L’Inde s’apprête à franchir un seuil critique dans son industrie solaire, avec une capacité de production de modules photovoltaïques dépassant 125 gigawatts d’ici la fin 2025, alors que la demande intérieure plafonne à environ 40 gigawatts. Cette expansion rapide, soutenue par le plan d’incitation à la production (Production Linked Incentive, PLI) du gouvernement indien, a généré un excédent de 29 gigawatts de modules invendus à la fin du troisième trimestre 2025.
Le ralentissement américain freine les ambitions d’exportation
Ce déséquilibre entre production et consommation intervient alors que le marché d’exportation principal de l’Inde, les États-Unis, connaît un net repli. Les nouvelles taxes réciproques de 50 % imposées par Washington ont entraîné une chute de 52 % des exportations indiennes de modules solaires vers les États-Unis au premier semestre 2025, par rapport à la même période en 2024. En réponse, plusieurs fabricants indiens ont suspendu leurs projets d’usines aux États-Unis pour réorienter leurs efforts vers le marché domestique.

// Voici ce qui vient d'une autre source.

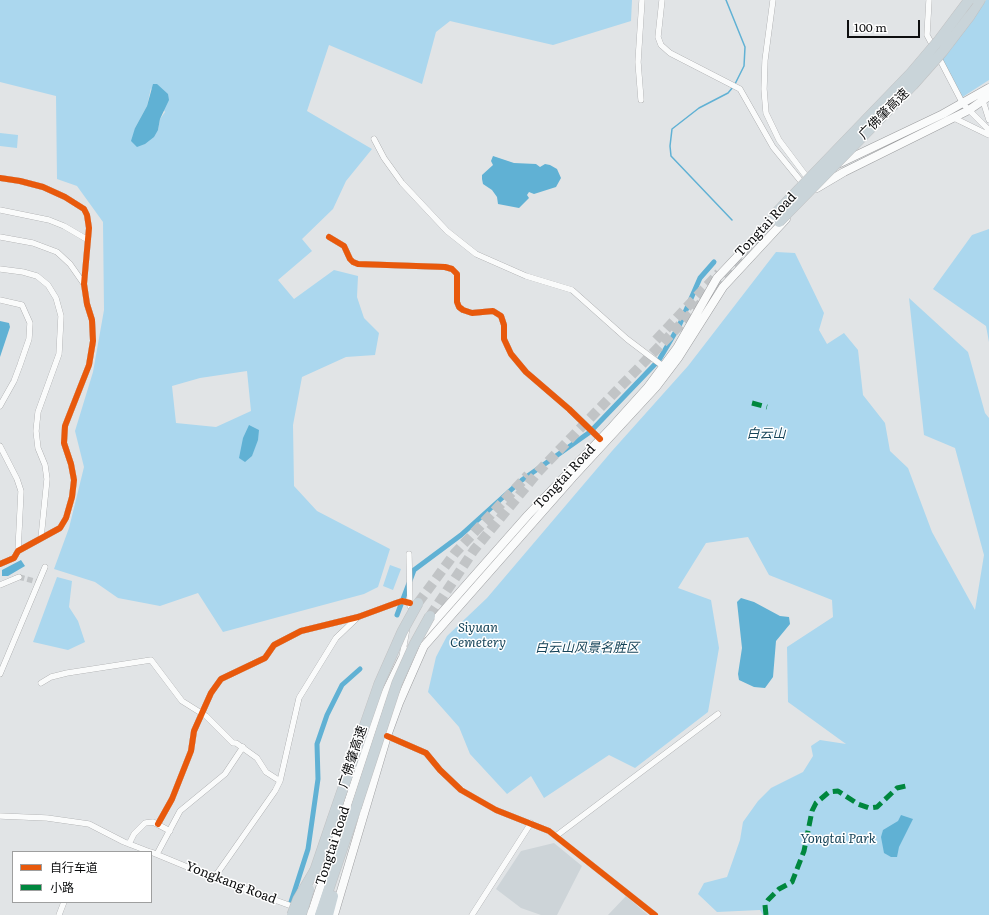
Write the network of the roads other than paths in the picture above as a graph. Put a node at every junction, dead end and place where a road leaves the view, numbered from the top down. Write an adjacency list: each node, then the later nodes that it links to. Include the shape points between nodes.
1 (642, 0): 9 (street, via 638,62)
2 (662, 0): 18 (street, via 658,37 662,45 670,53 740,90 773,147)
3 (773, 0): 18 (street, via 769,18 764,89 766,113 779,140)
4 (929, 0): 10 (street, via 928,35)
5 (969, 0): 6 (highway, 广佛肇高速, bridge, via 911,73 777,218 921,76 952,40)
6 (980, 0)
7 (989, 88): 10 (main road, Tongtai Road)
8 (986, 99): 11 (main road, Tongtai Road); 13 (street)
9 (641, 100)
10 (963, 104): 11 (street); 18 (main road, Tongtai Road, via 822,171)
11 (969, 110): 12 (main road, Tongtai Road); 14 (street)
12 (954, 118): 15 (street); 41 (main road, Tongtai Road, via 831,179 804,200 723,287 678,358 656,387 424,646)
13 (989, 120)
14 (989, 130)
15 (989, 135)
16 (374, 140): 26 (street, via 402,183 447,231 476,254 526,276 572,290)
17 (0, 178): 22 (street, via 42,187 84,209 87,215)
18 (806, 183): 26 (main road, Tongtai Road, via 718,276)
19 (0, 210): 22 (street, via 49,220)
20 (0, 237): 24 (street, via 33,243 57,252 70,264)
21 (329, 237): 28 (street, via 344,246 350,259 358,264 452,269 457,274 456,302 459,307 472,313 493,312 501,316 504,339 511,354 526,372)
22 (88, 240): 24 (street)
23 (0, 269): 30 (street, via 37,276 48,285 56,298 61,316 59,354 40,406 36,431 47,479)
24 (84, 284): 30 (street, via 92,320 93,341 89,365 65,426 64,443 72,464 74,480 72,497 60,528)
25 (0, 300): 27 (street, via 22,305 30,323 29,339 20,365)
26 (664, 368): 28 (main road, Tongtai Road)
27 (0, 406)
28 (600, 440): 40 (main road, Tongtai Road, via 528,515)
29 (0, 446): 31 (street, via 21,491)
30 (41, 538): 31 (street)
31 (18, 551): 33 (street, via 14,558)
32 (408, 554): 37 (street, via 410,590)
33 (0, 564)
34 (45, 567): 42 (street)
35 (19, 577): 36 (street)
36 (0, 585)
37 (414, 603): 39 (street, via 402,601); 40 (street); 58 (highway, 广佛肇高速, bridge, via 376,691)
38 (430, 616): 49 (highway, 广佛肇高速, bridge, via 397,683)
39 (358, 617): 44 (street, via 301,630 274,645 265,658 221,679 210,693); 48 (street, via 336,638 299,698)
40 (402, 659): 41 (main road, via 412,661); 61 (main road, Tongtai Road, via 382,700)
41 (416, 667): 46 (main road, Tongtai Road)
42 (0, 674)
43 (42, 683): 44 (street, via 67,672 151,660 182,701)
44 (202, 713): 47 (street, via 233,743); 52 (street, via 172,800)
45 (718, 714): 54 (street)
46 (387, 736): 51 (street, via 426,753 461,790 496,810); 66 (main road, Tongtai Road)
47 (243, 747): 48 (street, via 258,758 266,772); 53 (street, via 225,774 180,811)
48 (280, 781): 59 (street)
49 (356, 808): 61 (highway, 广佛肇高速); 65 (highway)
50 (0, 816): 55 (street, Yongkang Road, via 47,818 89,824)
51 (531, 823): 54 (street); 67 (street)
52 (158, 824): 53 (street); 55 (street, via 145,823 134,834)
53 (170, 831): 57 (street)
54 (556, 836): 68 (street)
55 (129, 844): 56 (street, Yongkang Road)
56 (148, 851)
57 (153, 853): 59 (street, Yongkang Road)
58 (315, 870): 63 (highway, bridge); 64 (highway, 广佛肇高速, bridge)
59 (214, 878): 61 (street, Yongkang Road)
60 (64, 903): 62 (street)
61 (314, 914)
62 (60, 915)
63 (292, 915)
64 (300, 915)
65 (328, 915)
66 (334, 915)
67 (472, 915)
68 (655, 915)

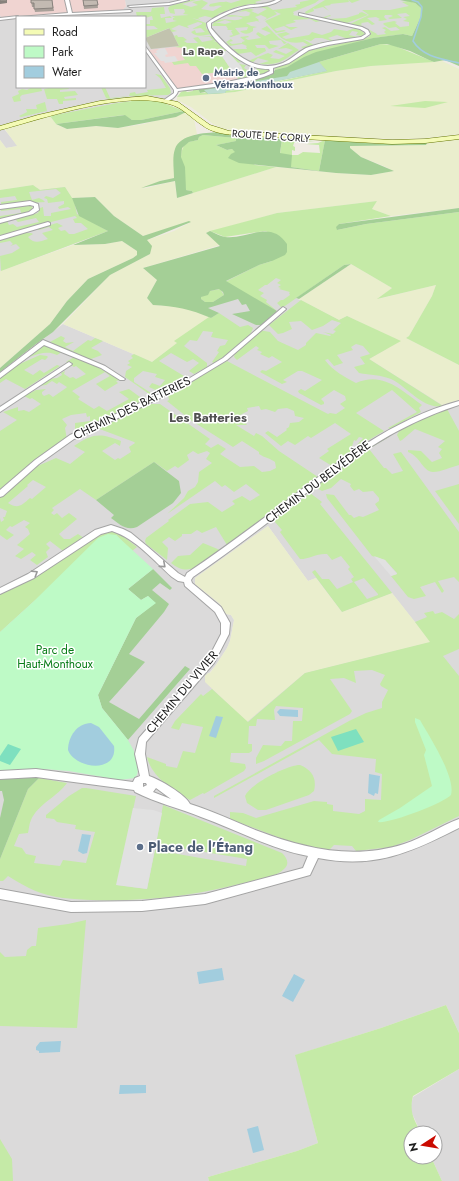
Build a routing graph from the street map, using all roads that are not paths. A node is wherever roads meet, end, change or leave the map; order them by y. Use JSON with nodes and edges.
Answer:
{"nodes":[{"id":1,"x":67,"y":0,"type":"edge"},
{"id":2,"x":187,"y":0,"type":"edge"},
{"id":3,"x":279,"y":0,"type":"edge"},
{"id":4,"x":130,"y":1,"type":"dead end"},
{"id":5,"x":130,"y":6,"type":"junction"},
{"id":6,"x":70,"y":14,"type":"junction"},
{"id":7,"x":300,"y":14,"type":"dead end"},
{"id":8,"x":37,"y":16,"type":"edge"},
{"id":9,"x":16,"y":17,"type":"edge"},
{"id":10,"x":0,"y":18,"type":"edge"},
{"id":11,"x":146,"y":48,"type":"edge"},
{"id":12,"x":271,"y":67,"type":"junction"},
{"id":13,"x":176,"y":90,"type":"junction"},
{"id":14,"x":166,"y":100,"type":"junction"},
{"id":15,"x":0,"y":128,"type":"edge"},
{"id":16,"x":459,"y":137,"type":"edge"},
{"id":17,"x":0,"y":207,"type":"edge"},
{"id":18,"x":0,"y":222,"type":"edge"},
{"id":19,"x":48,"y":224,"type":"dead end"},
{"id":20,"x":0,"y":238,"type":"edge"},
{"id":21,"x":283,"y":309,"type":"dead end"},
{"id":22,"x":69,"y":364,"type":"dead end"},
{"id":23,"x":0,"y":376,"type":"edge"},
{"id":24,"x":122,"y":379,"type":"dead end"},
{"id":25,"x":459,"y":403,"type":"edge"},
{"id":26,"x":0,"y":410,"type":"edge"},
{"id":27,"x":0,"y":494,"type":"edge"},
{"id":28,"x":187,"y":580,"type":"junction"},
{"id":29,"x":0,"y":591,"type":"edge"},
{"id":30,"x":0,"y":775,"type":"edge"},
{"id":31,"x":147,"y":779,"type":"junction"},
{"id":32,"x":141,"y":789,"type":"junction"},
{"id":33,"x":188,"y":807,"type":"junction"},
{"id":34,"x":459,"y":823,"type":"edge"},
{"id":35,"x":314,"y":854,"type":"junction"},
{"id":36,"x":0,"y":894,"type":"edge"}],
"edges":[{"from":1,"to":6,"type":"street"},
{"from":2,"to":5,"type":"street"},
{"from":3,"to":12,"type":"street"},
{"from":4,"to":5,"type":"street"},
{"from":5,"to":6,"type":"street"},
{"from":6,"to":8,"type":"street"},
{"from":7,"to":12,"type":"street"},
{"from":9,"to":10,"type":"street"},
{"from":11,"to":13,"type":"street"},
{"from":12,"to":13,"type":"street"},
{"from":13,"to":14,"type":"street"},
{"from":14,"to":15,"type":"street","name":"ROUTE DE CORLY"},
{"from":14,"to":16,"type":"street","name":"ROUTE DE CORLY"},
{"from":17,"to":18,"type":"street"},
{"from":19,"to":20,"type":"street"},
{"from":21,"to":27,"type":"street","name":"CHEMIN DES BATTERIES"},
{"from":22,"to":26,"type":"street"},
{"from":23,"to":24,"type":"street"},
{"from":25,"to":28,"type":"street","name":"CHEMIN DU BELVÉDÈRE"},
{"from":29,"to":28,"type":"street","name":"CHEMIN DU VIVIER","one_way":true},
{"from":28,"to":31,"type":"street","name":"CHEMIN DU VIVIER"},
{"from":30,"to":32,"type":"street"},
{"from":31,"to":32,"type":"street"},
{"from":31,"to":33,"type":"street"},
{"from":32,"to":33,"type":"street"},
{"from":33,"to":35,"type":"street"},
{"from":34,"to":35,"type":"street"},
{"from":35,"to":36,"type":"street"}]}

La directrice de la recherche sur la chaîne d’approvisionnement solaire de Wood Mackenzie a indiqué que « le programme PLI a efficacement stimulé les annonces d’usines, mais les signes d’une surcapacité rapide rappellent les conditions ayant précédé l’effondrement des prix en Chine ». Elle a ajouté que le véritable défi consiste désormais à atteindre une compétitivité des coûts et à diversifier les marchés d’exportation.
Le coût reste un obstacle à la compétitivité
Selon les données de Wood Mackenzie, un module assemblé en Inde avec des cellules importées coûte au moins $0,03/W de plus qu’un module entièrement fabriqué en Chine. Un module intégralement produit en Inde, conformément aux exigences de contenu local, coûterait plus du double d’un module chinois équivalent. Cette disparité compromet la compétitivité de l’offre indienne sans soutien public significatif.
Pour atténuer ces écarts, les autorités indiennes ont mis en place une série de mesures de protection, dont une Liste approuvée des modèles et fabricants (Approved List of Models and Manufacturers, ALMM) et une taxe antidumping de 30 % recommandée sur les cellules et modules chinois. Ces outils visent à protéger l’industrie nationale durant cette période de transition critique.
Un avenir conditionné à l’innovation et à la diversification
Malgré les tensions actuelles, les analystes estiment que l’Inde détient le potentiel le plus tangible pour concurrencer la domination chinoise sur la chaîne d’approvisionnement solaire mondiale. Toutefois, avec une capacité nationale dépassant largement la demande protégée de 40 gigawatts, les fabricants devront s’émanciper des dispositifs de soutien gouvernementaux pour assurer une croissance durable.
La même analyste a déclaré que les difficultés actuelles devraient être vues comme une feuille de route : l’accent doit désormais porter sur l’innovation technologique, la recherche et développement, et la conquête de nouveaux débouchés à l’exportation, notamment en Afrique, en Amérique latine et en Europe.